Pour développer ce service, WhipCar a mis au point :

  • Un système de mise en relation, de réservation et de paiement en ligne. Comme pour l'autopartage, le recours à des outils web de dématérialisation est indispensable à ce type de service basé sur une optimisation de l'exploitation de ressources existantes.
  • Un contrat d'assurance spécifique, développé par la banque Lloyd's et souscrit par WhipCar. Celle-ci prend le relais sur l'assurance du propriétaire et permet d'assurer le véhicule sans complications administratives. Ce système permet de lever ce qui représentait un frein majeur à ce type de partage entre particuliers.  

Dans ce modèle, tout ce passe donc sur Internet. Mais la rencontre physique entre les deux parties reste nécessaire pour échanger les clés, les documents du véhicule et également vérifier l'état de la voiture. WhipCar, lui, se rémunère via une commission de 2£50 et 15% des frais de location.
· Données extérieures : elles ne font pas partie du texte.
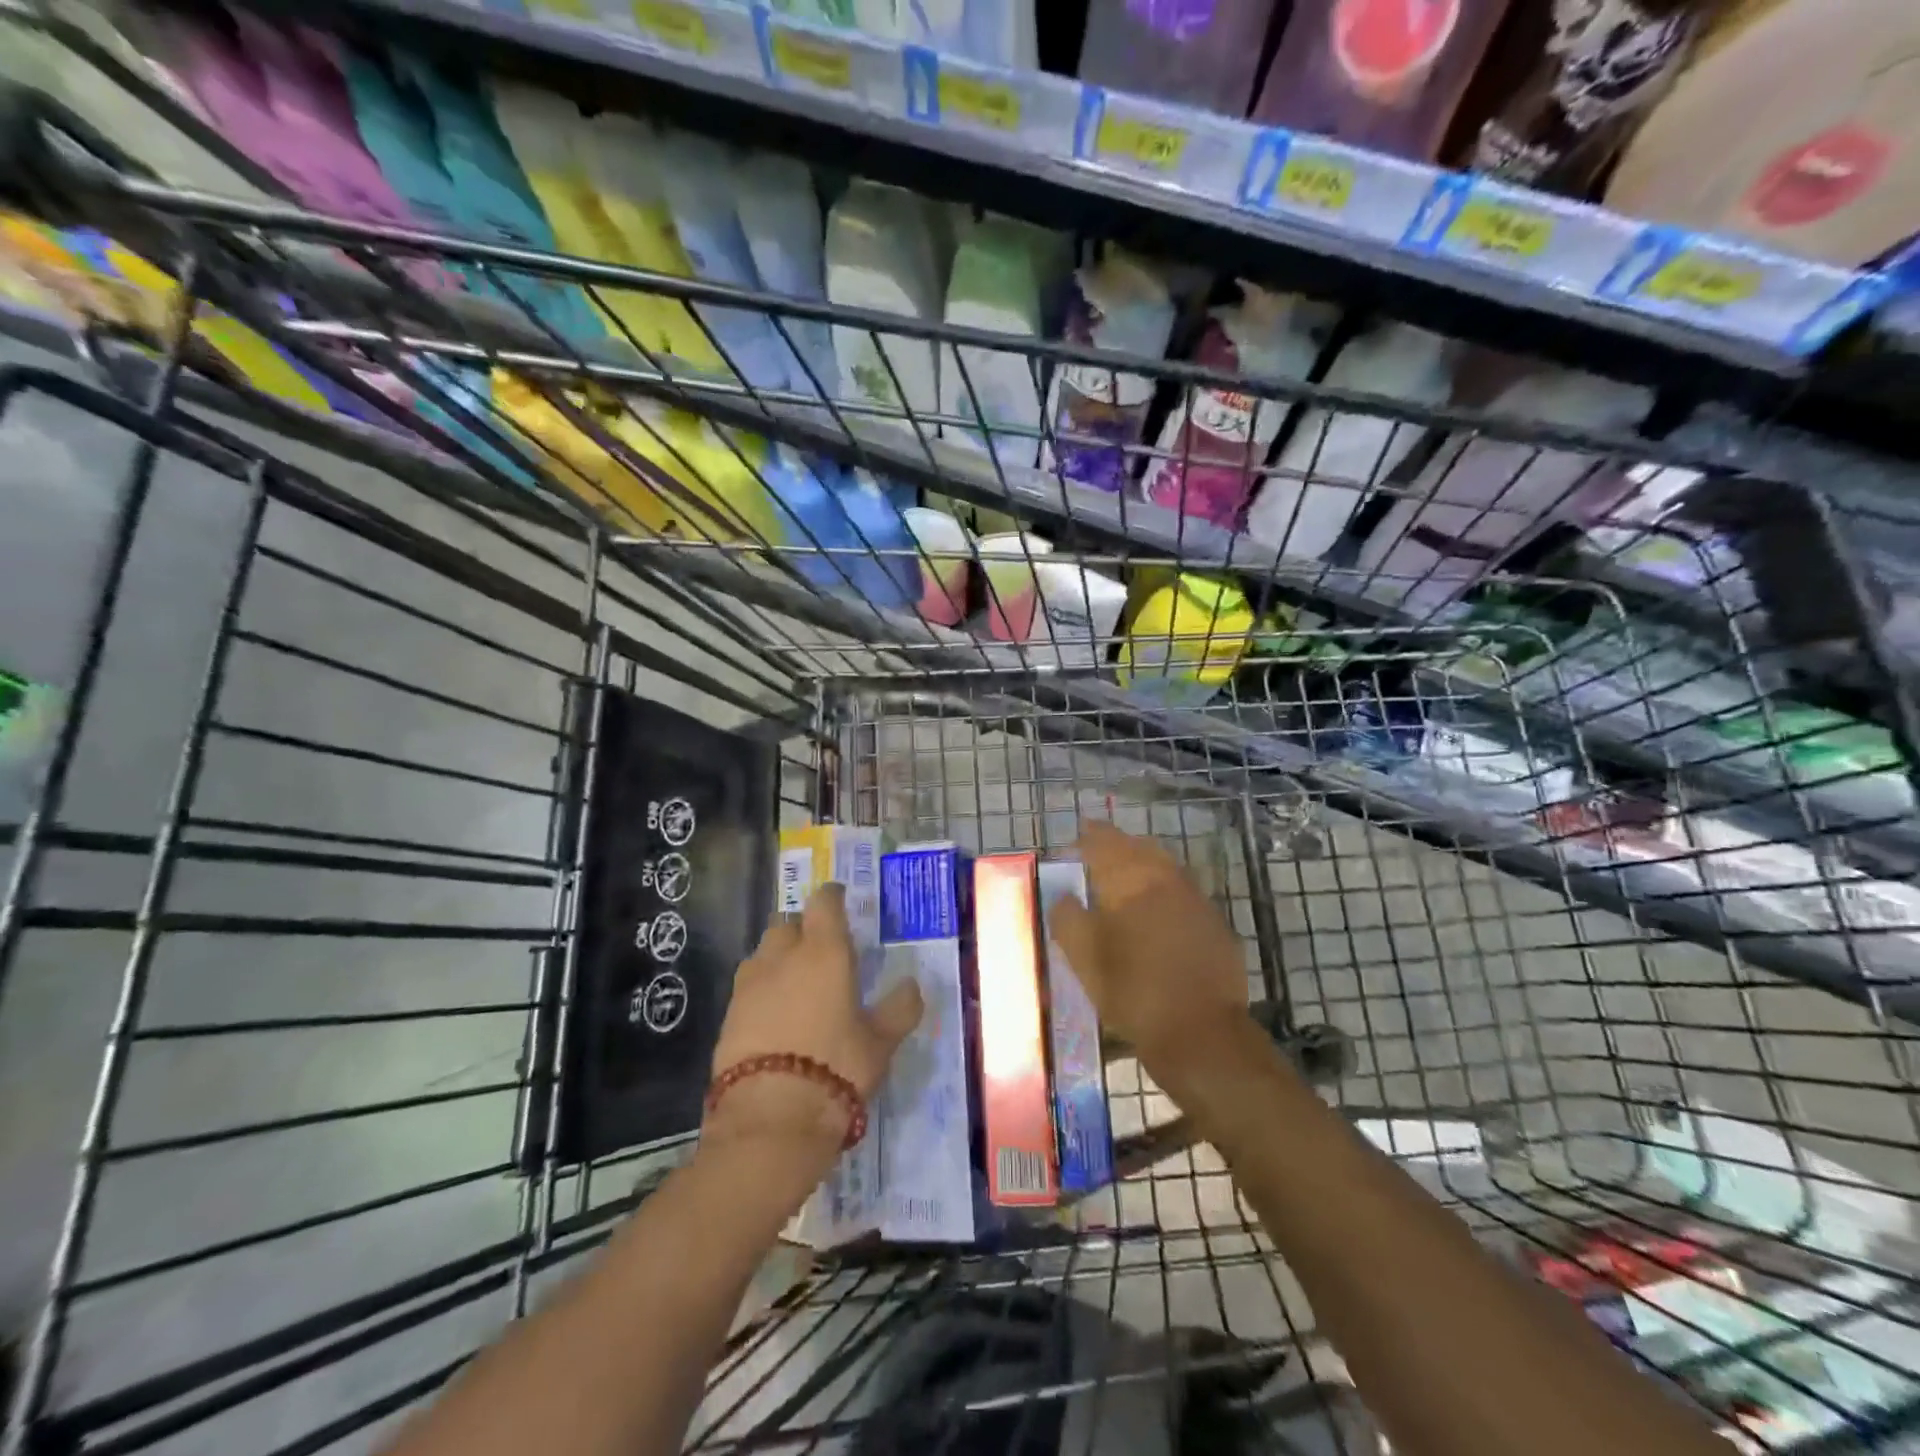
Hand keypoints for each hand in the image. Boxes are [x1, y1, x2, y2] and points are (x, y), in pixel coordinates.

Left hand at [705, 885, 923, 1167]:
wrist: (770, 1119)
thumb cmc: (836, 1069)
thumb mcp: (881, 1043)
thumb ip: (900, 1009)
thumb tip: (913, 986)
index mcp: (824, 952)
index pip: (824, 903)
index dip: (832, 897)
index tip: (840, 900)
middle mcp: (783, 957)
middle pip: (787, 924)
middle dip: (802, 929)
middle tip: (820, 950)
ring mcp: (750, 985)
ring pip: (763, 954)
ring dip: (778, 959)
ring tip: (795, 984)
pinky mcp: (728, 1015)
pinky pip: (747, 988)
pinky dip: (761, 991)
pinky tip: (774, 1016)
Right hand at [1050, 822, 1248, 1086]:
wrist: (1200, 1032)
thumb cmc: (1131, 990)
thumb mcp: (1082, 958)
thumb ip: (1067, 918)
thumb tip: (1064, 895)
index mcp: (1129, 878)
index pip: (1103, 840)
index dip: (1087, 837)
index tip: (1074, 840)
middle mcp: (1165, 877)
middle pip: (1138, 846)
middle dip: (1117, 847)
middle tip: (1098, 856)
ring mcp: (1195, 898)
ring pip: (1164, 867)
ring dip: (1143, 866)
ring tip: (1125, 883)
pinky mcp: (1215, 923)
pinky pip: (1183, 893)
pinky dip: (1165, 892)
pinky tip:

En louant son véhicule, le propriétaire diminue son coût de possession.

Après 6 mois de fonctionnement, WhipCar dispose déjà sur sa plateforme de 1000 véhicules enregistrés.

A noter que d'autres initiatives de ce type existent aux Etats-Unis mais aussi en France avec Voiturelib. Ce projet est encore à l'état de test mais regroupe déjà 300 véhicules à Paris et Marseille. Comme WhipCar, le lancement a pu être effectif après la résolution du problème de l'assurance du véhicule loué grâce à un contrat d'assurance spécifique.

 

Plus proche du système D, la confiance restera nécessaire à ce type de service qui pourrait s'organiser autour de communautés constitués de personnes de confiance, sorte d'autopartage entre particuliers.